## Exercise aim
Nothing but the lines holding the string "edges" should appear in the answer. Copy them from the entries.

## Material for this task
=====

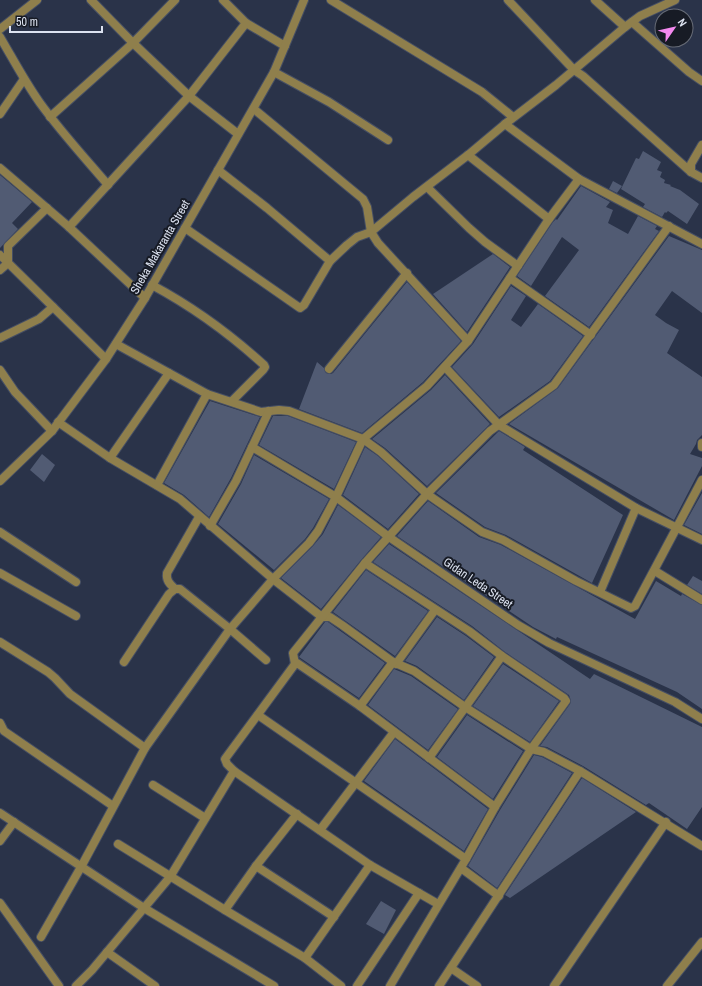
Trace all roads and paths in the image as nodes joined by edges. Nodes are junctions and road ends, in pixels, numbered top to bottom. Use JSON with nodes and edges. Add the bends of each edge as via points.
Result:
{"nodes":[{"id":1,"x":37,"y":0,"type":"edge"},
{"id":2,"x":91,"y":0,"type":"edge"},
{"id":3,"x":175,"y":0,"type":"edge"},
{"id":4,"x":223,"y":0,"type":"edge"},
{"id":5,"x":304,"y":0,"type":"edge"},
{"id":6,"x":331,"y":0,"type":"edge"},
{"id":7,"x":508,"y":0,"type":"edge"},
{"id":8,"x":595,"y":0,"type":"edge"},
{"id":9,"x":673,"y":0,"type":"edge"},
{"id":10,"x":246,"y":22,"type":"junction"},
{"id":11,"x":632,"y":22,"type":"junction"},
{"id":12,"x":625,"y":27,"type":"junction"},
{"id":13,"x":0,"y":29,"type":"edge"},
{"id":14,"x":0,"y":37,"type":"edge"},
{"id":15,"x":133,"y":43,"type":"junction"},
{"id":16,"x":285,"y":46,"type":"junction"},
{"id":17,"x":574,"y":70,"type":"junction"},
{"id":18,"x":274,"y":72,"type":"junction"},
{"id":19,"x":24,"y":79,"type":"junction"},
{"id":20,"x":702,"y":81,"type":"edge"},
{"id":21,"x":189,"y":96,"type":"junction"},
{"id":22,"x":254,"y":109,"type":"junction"},
{"id":23,"x":0,"y":114,"type":"edge"},
{"id":24,"x":50,"y":117,"type":"junction"},
{"id":25,"x":513,"y":118,"type":"junction"},
{"id":26,"x":505,"y":124,"type":"junction"},
{"id":27,"x":238,"y":134,"type":"junction"},
{"id":28,"x":388,"y":140,"type":"dead end"},
{"id":29,"x":702,"y":146,"type":"edge"},
{"id":30,"x":468,"y":155,"type":"junction"},
{"id":31,"x":0,"y":168,"type":"edge"},
{"id":32,"x":218,"y":170,"type":"junction"},
{"id":33,"x":691,"y":172,"type":"junction"},
{"id":34,"x":702,"y":178,"type":"edge"},
{"id":35,"x":579,"y":179,"type":"junction"},
{"id":36,"x":108,"y":185,"type":"junction"},
{"id":37,"x":427,"y":187,"type":"junction"},
{"id":38,"x":47,"y":208,"type":"junction"},
{"id":39,"x":549,"y":219,"type":"junction"},
{"id":40,"x":669,"y":226,"type":"junction"},
{"id":41,"x":69,"y":228,"type":"junction"},
{"id":42,"x":185,"y":228,"type":"junction"},
{"id":43,"x":371,"y":232,"type":"junction"},
{"id":44,"x":702,"y":244,"type":"edge"},
{"id":45,"x":0,"y":255,"type":"edge"},
{"id":46,"x":330,"y":261,"type":"junction"},
{"id":47,"x":8,"y":263,"type":"junction"},
{"id":48,"x":518,"y":266,"type":"junction"},
{"id":49,"x":0,"y":270,"type":"edge"},
{"id":50,"x":407,"y":273,"type":"junction"},
{"id":51,"x":510,"y":278,"type":"junction"},
{"id":52,"x":152,"y":285,"type":"junction"},
{"id":53,"x":145,"y":298,"type":"junction"},
{"id":54,"x":53,"y":307,"type":"junction"},
{"id":55,"x":591,"y":335,"type":"junction"},
{"id":56,"x":0,"y":338,"type":"edge"},
{"id":57,"x":468,"y":341,"type":"junction"},
{"id":58,"x":116,"y":344,"type":"junction"},
{"id":59,"x":106,"y":359,"type":"junction"},
{"id":60,"x":445,"y":367,"type":"junction"},
{"id":61,"x":329,"y":369,"type":"dead end"},
{"id":62,"x":0,"y":370,"type":"edge"},
{"id":63,"x":169,"y":373,"type":"junction"},
{"id":64,"x":207,"y":394,"type":"junction"},
{"id":65,"x":232,"y":401,"type":"junction"},
{"id":66,"x":269,"y":411,"type":"junction"},
{"id":67,"x":58,"y":422,"type":"junction"},
{"id":68,"x":499,"y":424,"type":"junction"},
{"id":69,"x":52,"y":431,"type":"junction"},
{"id":70,"x":363,"y":439,"type":"junction"},
{"id":71,"x":702,"y":443,"type":"edge"},
{"id":72,"x":252,"y":447,"type":"junction"},
{"id":73,"x":702,"y":447,"type":"edge"},
{"id":74,"x":110,"y":458,"type":"junction"},
{"id":75,"x":702,"y":480,"type":"edge"},
{"id":76,"x":0,"y":481,"type":"edge"},
{"id":77,"x":157,"y":486,"type":"junction"},
{"id":78,"x":426,"y":494,"type":"junction"},
{"id":79,"x":336,"y":497,"type":"junction"},
{"id":80,"x":636,"y":508,"type":"junction"},
{"id":81,"x":199,"y":517,"type":"junction"},
{"id":82,"x":210,"y":526,"type":"junction"},
{"id":83,"x":677,"y":528,"type":"junction"},
{"id":84,"x":0,"y":532,"type":"edge"},
{"id":85,"x":389,"y":536,"type":"junction"},
{"id":86,"x":702,"y":540,"type":"edge"},
{"id":87,"x":365,"y":564,"type":"junction"},
{"id":88,"x":655,"y":571,"type":"junction"},
{"id":89,"x":0,"y":573,"type":"edge"},
{"id":90,"x":273,"y":579,"type":"junction"},
{"id":91,"x":76,"y":582,"type":"dead end"},
{"id":92,"x":175,"y":589,"type":"junction"},
{"id":93,"x":600,"y":592,"type":"junction"},
{"id":94,"x":702,"y":600,"type":"edge"},
{"id":95,"x":436,"y":610,"type":"junction"},
{"id":96,"x":76,"y":616,"type":"dead end"},
{"id":97,"x":322,"y":617,"type":"junction"},
{"id":98,"x":230,"y":629,"type":"junction"},
{"id":99,"x":0,"y":642,"type":"edge"},
{"id":100,"x":502,"y":656,"type":"junction"},
{"id":101,"x":266,"y":660,"type":"dead end"},
{"id":102,"x":124,"y":662,"type":"dead end"},
{"id":103,"x":394,"y":663,"type":"junction"},
{"id":104,"x":295,"y":664,"type":"junction"},
{"id":105,"x":360,"y":706,"type":"junction"},
{"id":106,"x":465,"y":707,"type":"junction"},
{"id":107,"x":258,"y":714,"type":"junction"},
{"id":108,"x":702,"y":719,"type":"edge"},
{"id":109,"x":1,"y":730,"type":"edge"},
{"id":110,"x":394,"y":732,"type":"junction"},
{"id":111,"x":145,"y":748,"type":"junction"},
{"id":112,"x":531,"y":749,"type":"junction"},
{"id":113,"x":429,"y":758,"type":"junction"},
{"id":114,"x":234,"y":771,"type":"junction"},
{"id":115,"x":580,"y":771,"type":"junction"},
{"id":116,"x":355,"y":782,"type":"junction"},
{"id":117,"x":153,"y":785,"type":"dead end"},
{"id":118,"x":113,"y":806,"type":"junction"},
{"id":119,"x":495,"y":807,"type":"junction"},
{"id":120,"x":0,"y":813,"type":"edge"},
{"id":121,"x":297,"y":814,"type":"junction"},
{"id":122,"x":206,"y":818,"type":"junction"},
{"id":123,"x":14,"y":822,"type":"junction"},
{"id":124,"x":666,"y":822,"type":"junction"},
{"id":125,"x":320,"y":830,"type":"junction"},
{"id":126,"x":0,"y":841,"type":"edge"},
{"id":127,"x":118,"y":844,"type":"dead end"},
{"id":128,"x":702,"y":846,"type":"edge"},
{"id":129,"x":466,"y":859,"type":"junction"},
{"id":130,"x":370,"y":865,"type":"junction"},
{"id":131,"x":256,"y":866,"type":"junction"},
{"id":132,"x":81,"y":867,"type":"junction"},
{"id":133,"x":461,"y":868,"type":"junction"},
{"id":134,"x":170,"y":877,"type":"junction"},
{"id":135,"x":419,"y":893,"type":"junction"},
{"id":136,"x":498,"y":896,"type":"junction"},
{"id":137,"x":0,"y":903,"type":"edge"},
{"id":138,"x":438,"y":904,"type":"junction"},
{"id":139,"x":144,"y":908,"type":"junction"},
{"id":140,"x":225,"y":910,"type":"junction"},
{"id":141,"x":334,"y":917,"type":"junction"},
{"id":142,"x":41,"y":937,"type":"dead end"},
{"id":143,"x":701,"y":945,"type":"edge"},
{"id":144,"x":107,"y":952,"type":"junction"},
{"id":145,"x":305,"y":958,"type":"junction"},
{"id":146,"x":451,"y":968,"type":"junction"},
{"id":147,"x":59,"y":986,"type":"edge"},
{"id":148,"x":76,"y":986,"type":"edge"},
{"id":149,"x":156,"y":986,"type":"edge"},
{"id":150,"x":274,"y":986,"type":"edge"},
{"id":151,"x":341,"y":986,"type":"edge"},
{"id":152,"x":357,"y":986,"type":"edge"},
{"id":153,"x":390,"y":986,"type":"edge"},
{"id":154,"x":439,"y":986,"type":"edge"},
{"id":155,"x":477,"y":986,"type":"edge"},
{"id":156,"x":554,"y":986,"type":"edge"},
{"id":157,"x":667,"y":986,"type":"edge"}],
"edges":[{"from":1,"to":13,"type":"street"},
{"from":2,"to":15,"type":"street"},
{"from":3,"to":15,"type":"street"},
{"from":4,"to":10,"type":"street"},
{"from":5,"to":16,"type":"street","name":"Sheka Makaranta Street"},
{"from":6,"to":25,"type":"street","via":[[482,92]]},
{"from":7,"to":17,"type":"street"},
{"from":8,"to":12,"type":"street"},
{"from":9,"to":11,"type":"street"},
{"from":10,"to":16,"type":"street"},
{"from":10,"to":21,"type":"street"},
{"from":11,"to":12,"type":"street"},
{"from":11,"to":20,"type":"street"},
{"from":12,"to":17,"type":"street"},
{"from":14,"to":19,"type":"street"},
{"from":15,"to":21,"type":"street"},
{"from":15,"to":24,"type":"street"},
{"from":16,"to":18,"type":"street","name":"Sheka Makaranta Street"},
{"from":17,"to":25,"type":"street"},
{"from":17,"to":33,"type":"street"},
{"from":18,"to":22,"type":"street","name":"Sheka Makaranta Street"},
{"from":18,"to":28,"type":"street","via":[[329,102]]},
{"from":19,"to":23,"type":"street"},
{"from":19,"to":24,"type":"street"},
{"from":21,"to":27,"type":"street"},
{"from":21,"to":36,"type":"street"},
{"from":22,"to":27,"type":"street","name":"Sheka Makaranta Street"},
{"from":22,"to":43,"type":"street","via":[[363,199],[367,207]]},
{"from":24,"to":36,"type":"street"},
{"from":25,"to":26,"type":"street"},
{"from":26,"to":30,"type":"street"},
{"from":26,"to":35,"type":"street"},
{"from":27,"to":32,"type":"street","name":"Sheka Makaranta Street"},
{"from":29,"to":33,"type":"street","via":[[691,164]]},
{"from":30,"to":37,"type":"street"},
{"from":30,"to":39,"type":"street"},
{"from":31,"to":38,"type":"street"},
{"from":32,"to":42,"type":"street","name":"Sheka Makaranta Street"},
{"from":32,"to":46,"type":"street"},
{"from":33,"to":34,"type":"street"},
{"from":35,"to":39,"type":"street"},
{"from":35,"to":40,"type":"street"},
{"from":36,"to":41,"type":"street"},
{"from":37,"to":43,"type":"street"},
{"from":37,"to":48,"type":"street","via":[[485,242]]},
{"from":38,"to":41,"type":"street"},
{"from":38,"to":47,"type":"street","via":[[8,246]]},
{"from":39,"to":48,"type":"street"},
{"from":40,"to":44,"type":"street"},
{"from":40,"to":55,"type":"street"},
{"from":41,"to":53,"type":"street"},
{"from":42,"to":46,"type":"street","via":[[300,308]]},
{"from":42,"to":52,"type":"street","name":"Sheka Makaranta Street"},
{"from":43,"to":46,"type":"street","via":[[358,237]]},
{"from":43,"to":50,"type":"street"},
{"from":45,"to":47,"type":"street"},
{"from":47,"to":49,"type":"street"},
{"from":47,"to":54,"type":"street"},
{"from":48,"to":51,"type":"street"},
{"from":50,"to":57,"type":"street"},
{"from":50,"to":61,"type":"street"},
{"from":51,"to":55,"type":"street"},
{"from":51,"to":57,"type":"street"},
{"from":52,"to":53,"type":"street","name":"Sheka Makaranta Street"},
{"from":52,"to":65,"type":"street","via":[[188,306],[242,345],[264,365],[264,370]]},
{"from":53,"to":58,"type":"street","name":"Sheka Makaranta Street"},
{"from":54,"to":56,"type":"street","via":[[39,319]]},
{"from":54,"to":59,"type":"street"},
{"from":55,"to":68,"type":"street","via":[[554,385]]},
{"from":57,"to":60,"type":"street"},
{"from":58,"to":59,"type":"street","name":"Sheka Makaranta Street"},
{"from":58,"to":63,"type":"street"},
{"from":59,"to":67,"type":"street","name":"Sheka Makaranta Street"},
{"from":60,"to":68,"type":"street"},
{"from":60,"to":70,"type":"street","via":[[427,386]]},
{"from":62,"to":69,"type":"street","via":[[15,392]]},
{"from":63,"to":64,"type":"street"},
{"from":63,"to":74,"type":"street"},
{"from":64,"to":65,"type":"street"},
{"from":64,"to":77,"type":"street"},
{"from":65,"to":66,"type":"street","via":[[261,412]]},
{"from":66,"to":70,"type":"street","via":[[289,411]]},
{"from":66,"to":72,"type":"street"},
{"from":67,"to":69,"type":"street","name":"Sheka Makaranta Street"},
{"from":67,"to":74,"type":"street"},
{"from":68,"to":78,"type":"street"},
{"from":68,"to":80,"type":"street"},
{"from":69,"to":76,"type":"street","name":"Sheka Makaranta Street"},
{"from":70,"to":78,"type":"street","via":[[381,452]]},
{"from":70,"to":79,"type":"street"},
{"from":71,"to":73,"type":"street"},
{"from":72,"to":79,"type":"street","name":"Gidan Leda Street"},
{"from":72,"to":82,"type":"street"},
{"from":74,"to":77,"type":"street"},
{"from":75,"to":83,"type":"street"},
{"from":77,"to":81,"type":"street","via":[[180,500]]},
{"from":78,"to":85,"type":"street"},
{"from":78,"to":93,"type":"street","via":[[482,532],[503,540]]},
{"from":79,"to":85,"type":"street","name":"Gidan Leda Street"},
{"from":79,"to":90,"type":"street","via":[[309,543]]},
{"from":80,"to":83,"type":"street"},
{"from":80,"to":93,"type":"street"},
{"from":81,"to":82,"type":"street"},
{"from":81,"to":92,"type":"street","via":[[167,573],[168,583]]},
{"from":82,"to":90,"type":"street"},
{"from":83,"to":86,"type":"street"},
{"from":83,"to":88,"type":"street"},
{"from":84,"to":91,"type":"street"},
{"from":85,"to":87,"type":"street"},
{"from":85,"to":108,"type":"street","name":"Gidan Leda Street","via":[[530,632],[675,702]]},
{"from":87,"to":95,"type":"street"},
{"from":87,"to":97,"type":"street"},
{"from":88,"to":93,"type":"street","via":[[633,608]]},
{"from":88,"to":94,"type":"street"},
{"from":89,"to":96,"type":"street"},
{"from":90,"to":97,"type":"street"},
{"from":90,"to":98,"type":"street"},
{"from":92,"to":98,"type":"street","via":[[180,589]]},
{"from":92,"to":102,"type":"street","via":[[169,594]]},
{"from":95,"to":100,"type":"street"},
{"from":95,"to":103,"type":"street"},
{"from":97,"to":103,"type":"street","via":[[330,617]]},
{"from":97,"to":104,"type":"street","via":[[293,653]]},
{"from":98,"to":101,"type":"street"},
{"from":98,"to":111,"type":"street"},
{"from":99,"to":111,"type":"street","via":[[48,672],[70,694]]},
{"from":100,"to":106,"type":"street"},
{"from":100,"to":112,"type":"street","via":[[566,701]]},
{"from":103,"to":105,"type":"street"},
{"from":103,"to":106,"type":"street","via":[[414,671]]},
{"from":104,"to":105,"type":"street","via":[[299,664]]},
{"from":104,"to":107,"type":"street"},
{"from":105,"to":110,"type":"street"},
{"from":106,"to":112,"type":"street"},
{"from":106,"to":113,"type":"street"},
{"from":107,"to":114,"type":"street","via":[[225,760]]},
{"from":107,"to":116,"type":"street"},
{"from":109,"to":118,"type":"street"},
{"from":110,"to":113,"type":"street"},
{"from":110,"to":116,"type":"street"},
{"from":111,"to":118,"type":"street"},
{"from":112,"to":115,"type":"street","via":[[544,752]]},
{"from":112,"to":119,"type":"street"},
{"from":113,"to":119,"type":"street"},
{"from":114,"to":121,"type":"street"},
{"from":114,"to":122,"type":"street"},
{"from":115,"to":124,"type":"street"},
{"from":115,"to":136,"type":"street"},
{"from":116,"to":125,"type":"street"},
{"from":116,"to":129,"type":"street"},
{"from":117,"to":122,"type":"street"},
{"from":118,"to":132,"type":"street"},
{"from":119,"to":129,"type":"street"},
{"from":120,"to":123,"type":"street"},
{"from":121,"to":125,"type":"street"},
{"from":121,"to":131,"type":"street"},
{"from":122,"to":134,"type":"street"},
{"from":123,"to":126,"type":"street"},
{"from":123,"to":132,"type":"street"},
{"from":124,"to":128,"type":"street"},
{"from":124,"to":156,"type":"street"},
{"from":125,"to":130,"type":"street"},
{"from":127,"to":134,"type":"street"},
{"from":129,"to":133,"type":"street"},
{"from":130,"to":135,"type":"street"},
{"from":130,"to":141,"type":"street"},
{"from":131,"to":140,"type":"street"},
{"from":131,"to":141,"type":"street"},
{"from":132,"to":139,"type":"street"},
{"from":132,"to":142,"type":"street"},
{"from":133,"to":136,"type":"street"},
{"from":133,"to":138,"type":"street"},
{"from":134,"to":139,"type":"street"},
{"from":134,"to":140,"type":"street"},
{"from":135,"to":138,"type":"street"},
{"from":135,"to":152,"type":"street"},
{"from":136,"to":146,"type":"street"},
{"from":137,"to":147,"type":"street"},
{"from":138,"to":153,"type":"street"},
{"from":139,"to":144,"type":"street"},
{"from":139,"to":150,"type":"street"},
{"from":140,"to":145,"type":"street"},
{"from":141,"to":145,"type":"street"},
{"from":143,"to":157,"type":"street"},
{"from":144,"to":148,"type":"street"},
{"from":144,"to":149,"type":"street"},
{"from":145,"to":151,"type":"street"},
{"from":146,"to":154,"type":"street"},
{"from":146,"to":155,"type":"street"}]}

=====

## Answer
Trace all roads and paths in the image as nodes joined by edges. Nodes are junctions and road ends, in pixels, numbered top to bottom. Use JSON with nodes and edges. Add the bends of each edge as via points.
"edges":[{"from":1,"to":13,"type":"street"},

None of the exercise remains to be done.